Why can I ask a question directed away from me, but as soon as conversation is turned to me I panic?
Last Updated: 03/19/2018 at 5:51pm
Lindsay Scheinerman, MA, LPC
Licensed Professional Counselor
My work with clients is to help them recognize and build on their strengths to find solutions for the conflicts presented in their lives.
Top Rated Answers
I guess you're hiding yourself behind walls all the time, maybe because you think you think you're not strong enought to protect yourself without a wall, or because you may believe there are ugly things inside of you that you're ashamed/scared of. Then this wall is the thing that prevents you from answering questions turned to you. Maybe shall you work upon what you're hidding behing your wall, and convince yourself that there is nothing to hide :)
because you may be frightened of people judging you and finding out information you feel is too personal for them to find out
Maybe because none of us may stand up to close inspection. It is easier to talk about the next person than it is about ourselves. We all want to be good and come across so too. We do not want to see our flip-side.
It sounds like you're uncomfortable with opening yourself up to others and that you don't want to seem vulnerable around other people. You don't have to share everything about yourself if you don't want to.
sometimes people do not feel safe enough to talk about themselves so they prefer avoiding talking about themselves
Some people feel uncomfortable talking about themselves, maybe for fear of being judged. Try observing whether you feel uncomfortable in every situation this occurs, or just in specific circumstances - you answer might lie there.

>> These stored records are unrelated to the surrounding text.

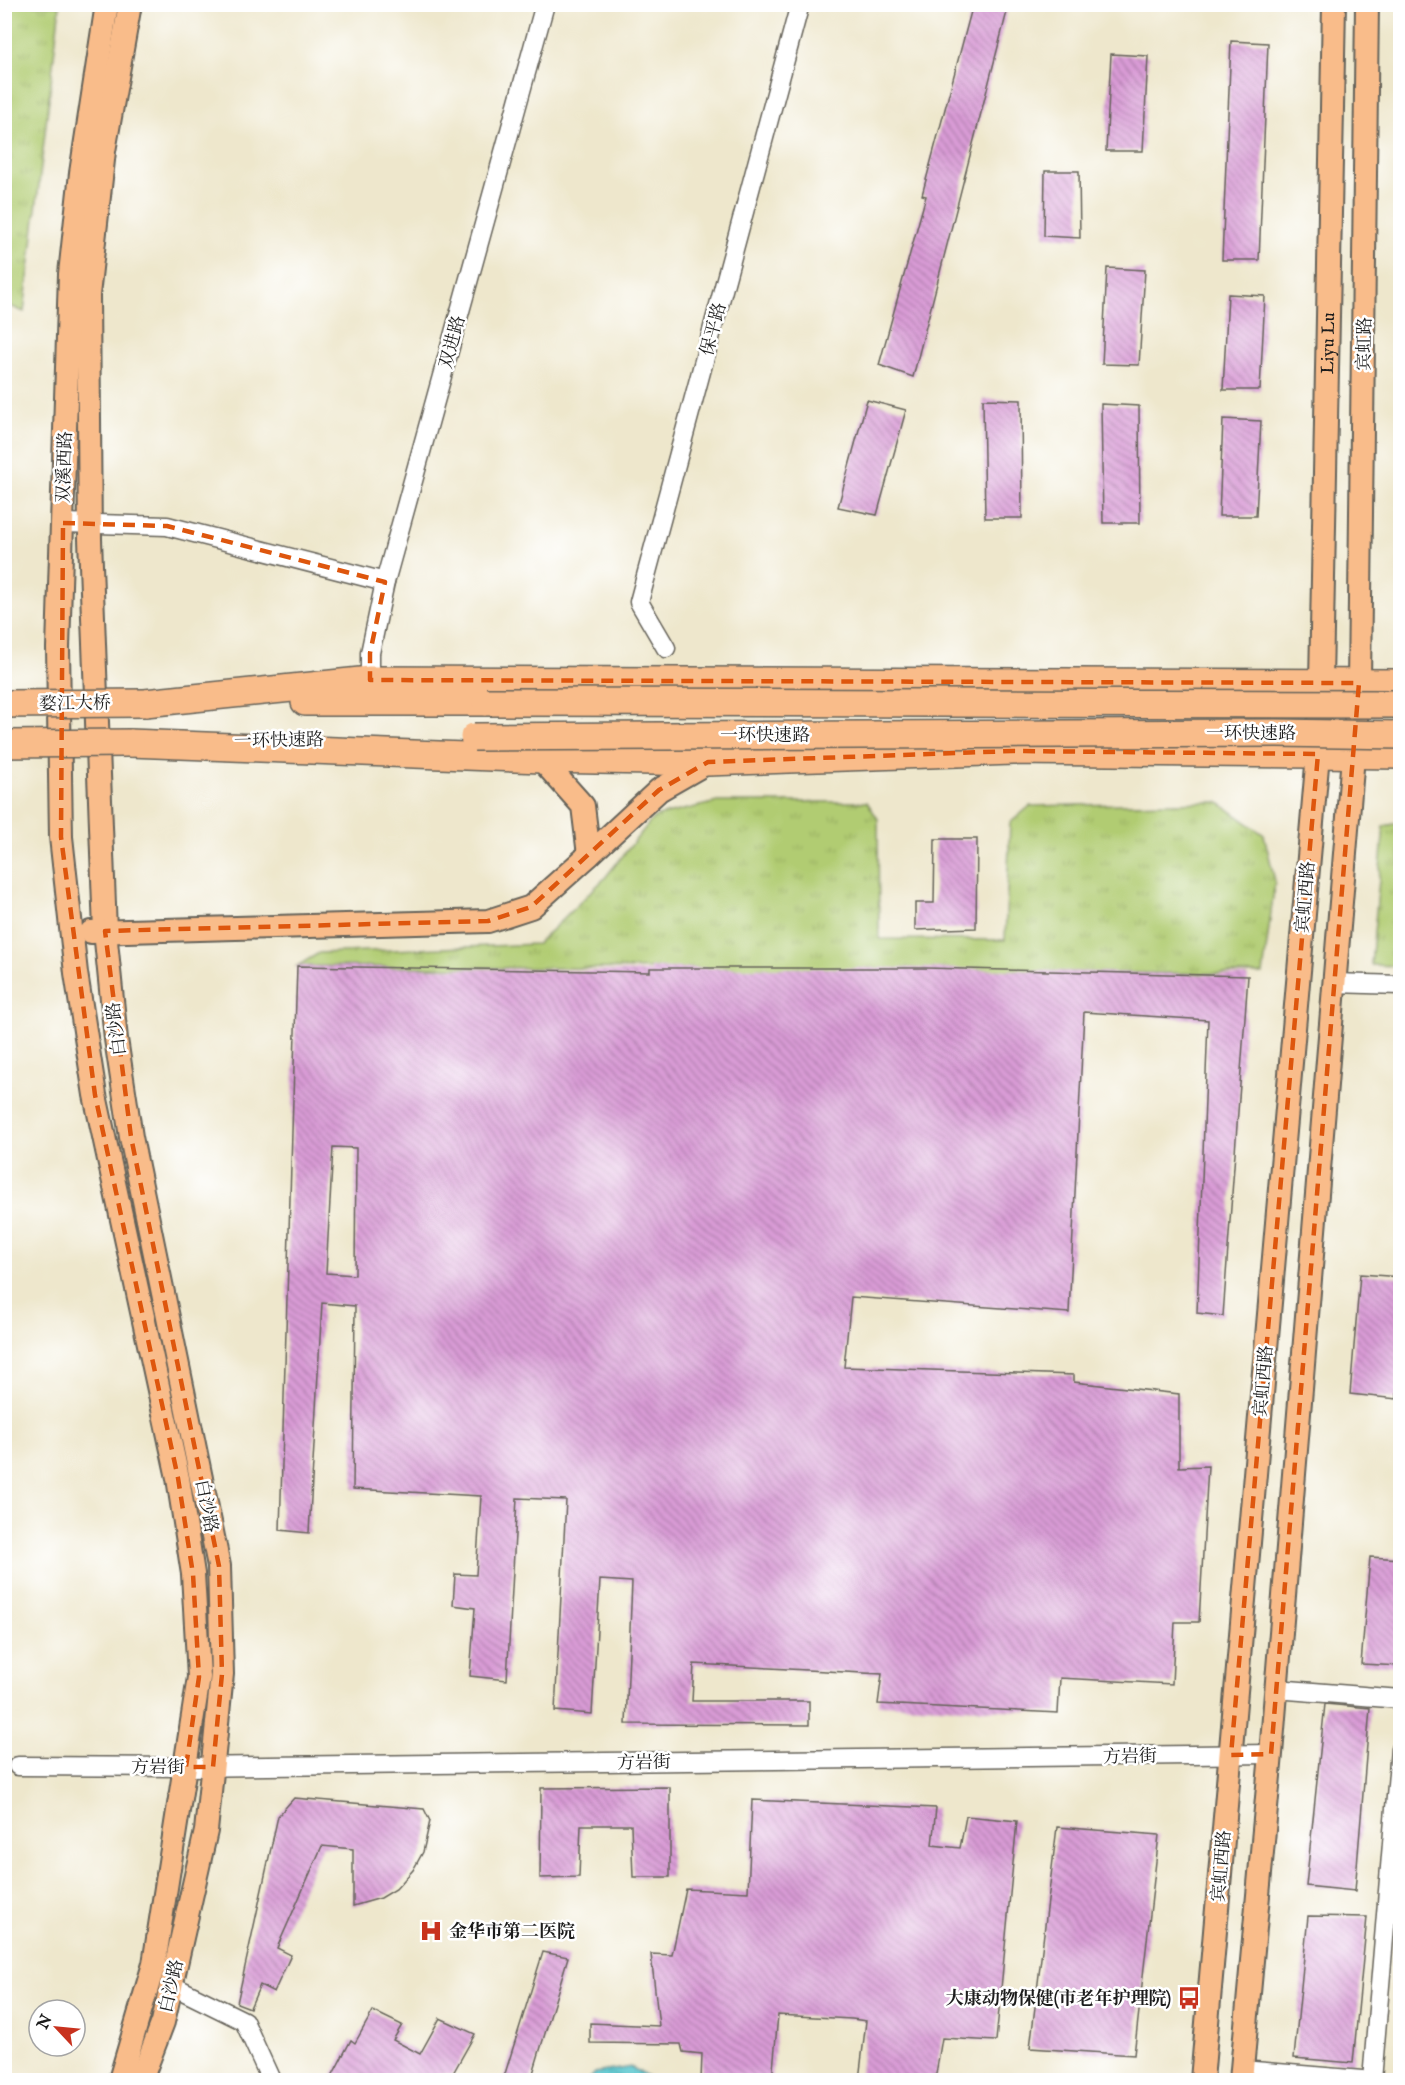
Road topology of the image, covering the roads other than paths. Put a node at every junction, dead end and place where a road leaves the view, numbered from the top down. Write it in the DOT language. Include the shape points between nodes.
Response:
graph roads {
  1 [pos="107,4"];
  2 [pos="130,4"];
  3 [pos="545,4"];
  4 [pos="800,4"];
  5 [pos="1335,4"];
  6 [pos="1367,4"];
  7 [pos="63,523"];
  8 [pos="90,524"];
  9 [pos="385,582"];
  10 [pos="666,648"];
  11 [pos="370,680"];
  12 [pos="1322,682"];
  13 [pos="1359,683"];
  14 [pos="1401,683"];
  15 [pos="145,703"];
  16 [pos="4,704"];
  17 [pos="1401,704"];
  18 [pos="1401,735"];
  19 [pos="130,743"];
  20 [pos="4,744"];
  21 [pos="1318,754"];
  22 [pos="1354,755"];
  23 [pos="1401,755"];
  24 [pos="541,759"];
  25 [pos="708,762"];
  26 [pos="589,855"];
  27 [pos="105,931"];
  28 [pos="72,932"];
  29 [pos="1333,983"];
  30 [pos="1401,985"];
  31 [pos="1276,1689"];
  32 [pos="1401,1699"];
  33 [pos="1401,1749"];
  34 [pos="1271,1754"];
  35 [pos="1231,1755"];
  36 [pos="18,1766"];
  37 [pos="186,1767"];
  38 [pos="213,1767"];
  39 [pos="171,1985"];
  40 [pos="1242,2075"];
  41 [pos="120,2080"];
  42 [pos="141,2080"];
  43 [pos="271,2080"];
  44 [pos="1202,2080"];
  45 [pos="1362,2080"];
  46 [pos="1372,2080"];
  1 -- 7 [label="main road, 双溪西路" via="70,274"];
  2 -- 8 [label="main road, 双溪西路" via="104,151 88,295"];
  3 -- 9 [label="street, 双进路"];
  4 -- 10 [label="street, 保平路" via="639,602"];
  5 -- 12 [label="main road, Liyu Lu"];
  6 -- 13 [label="main road, 宾虹路"];
  7 -- 8 [label="street"];
  7 -- 28 [label="main road, 双溪西路" via="58,648 61,837"];
  8 -- 9 [label="street" via="167,526"];
  8 -- 27 [label="main road, 双溪西路"];
  9 -- 11 [label="street, 双进路" via="370,653"];
  11 -- 12 [label="highway"];
  11 -- 15 [label="highway"];
  12 -- 13 [label="highway"];
  12 -- 21 [label="main road, 宾虹西路"];
  13 -- 14 [label="highway"];
  13 -- 22 [label="main road, 宾虹西路"];
  15 -- 16 [label="highway, 婺江大桥, bridge"];
  15 -- 17 [label="highway, 一环快速路, bridge"];
  18 -- 19 [label="highway, 一环快速路, bridge" via="474,737"];
  19 -- 20 [label="highway, bridge"];
  19 -- 24 [label="highway"];
  21 -- 22 [label="highway"];
  21 -- 25 [label="highway" via="1013,751"];
  21 -- 35 [label="main road, 宾虹西路"];
  22 -- 23 [label="highway"];
  22 -- 29 [label="main road, 宾虹西路"];
  24 -- 25 [label="highway"];
  24 -- 26 [label="main road" via="583,806"];
  25 -- 26 [label="main road" via="660,790"];
  26 -- 27 [label="main road" via="531,908 488,921"];
  27 -- 28 [label="main road"];
  27 -- 38 [label="main road, 白沙路" via="130,1137 219,1566 222,1674"];
  28 -- 37 [label="main road, 白沙路" via="95,1095 175,1467 193,1574 199,1677"];
  29 -- 30 [label="street"];
  29 -- 31 [label="main road, 宾虹西路"];
  31 -- 32 [label="street"];
  31 -- 34 [label="main road, 宾虹西路"];
  33 -- 46 [label="street"];
  34 -- 35 [label="street, 方岩街"];
  34 -- 40 [label="main road, 宾虹西路"];
  35 -- 38 [label="street, 方岩街"];
  35 -- 44 [label="main road, 宾虹西路"];
  36 -- 37 [label="street, 方岩街"];
  37 -- 38 [label="street, 方岩街"];
  37 -- 41 [label="main road, 白沙路" via="154,1964"];
  38 -- 39 [label="main road, 白沙路" via="206,1831"];
  39 -- 42 [label="main road, 白沙路" via="163,2022"];
  39 -- 43 [label="street" via="244,2020"];
  40 -- 45 [label="street"];
}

It can be really difficult at first to open up to someone about yourself. You may feel that you will be judged, or laughed at. But here on 7 cups everything is anonymous and confidential, you will get no judgement here.
As you may feel anxious that you have a large audience and you might have panic due to the fact that it's easier to entertain an audience if you don't know the audience exists.
We panic because we feel fearful, the thing we fear in this scenario may be the fear of humiliation or embarrassment. When the conversation is turned onto you you may think that what you want to say will lead to a negative reaction from those you are having a conversation with, for example they may laugh or criticize you.
I think for some people talking about ourselves can make us feel vulnerable to a point of panic. If it's a debilitating kind of panic, and you feel it's hindering your day to day life, it's important to find professional help. But if you find it is manageable, I think this is one of those situations where practice makes perfect. Ease yourself into it. Practice talking about yourself with someone you know you feel comfortable with. Talk out loud about yourself to yourself when you're alone. You shouldn't have to feel ashamed to share your life with others, but if it's hard for you, start small. Baby steps.
Some people feel more comfortable talking about matters that are not personal. Start with talking about yourself to people you know and trust.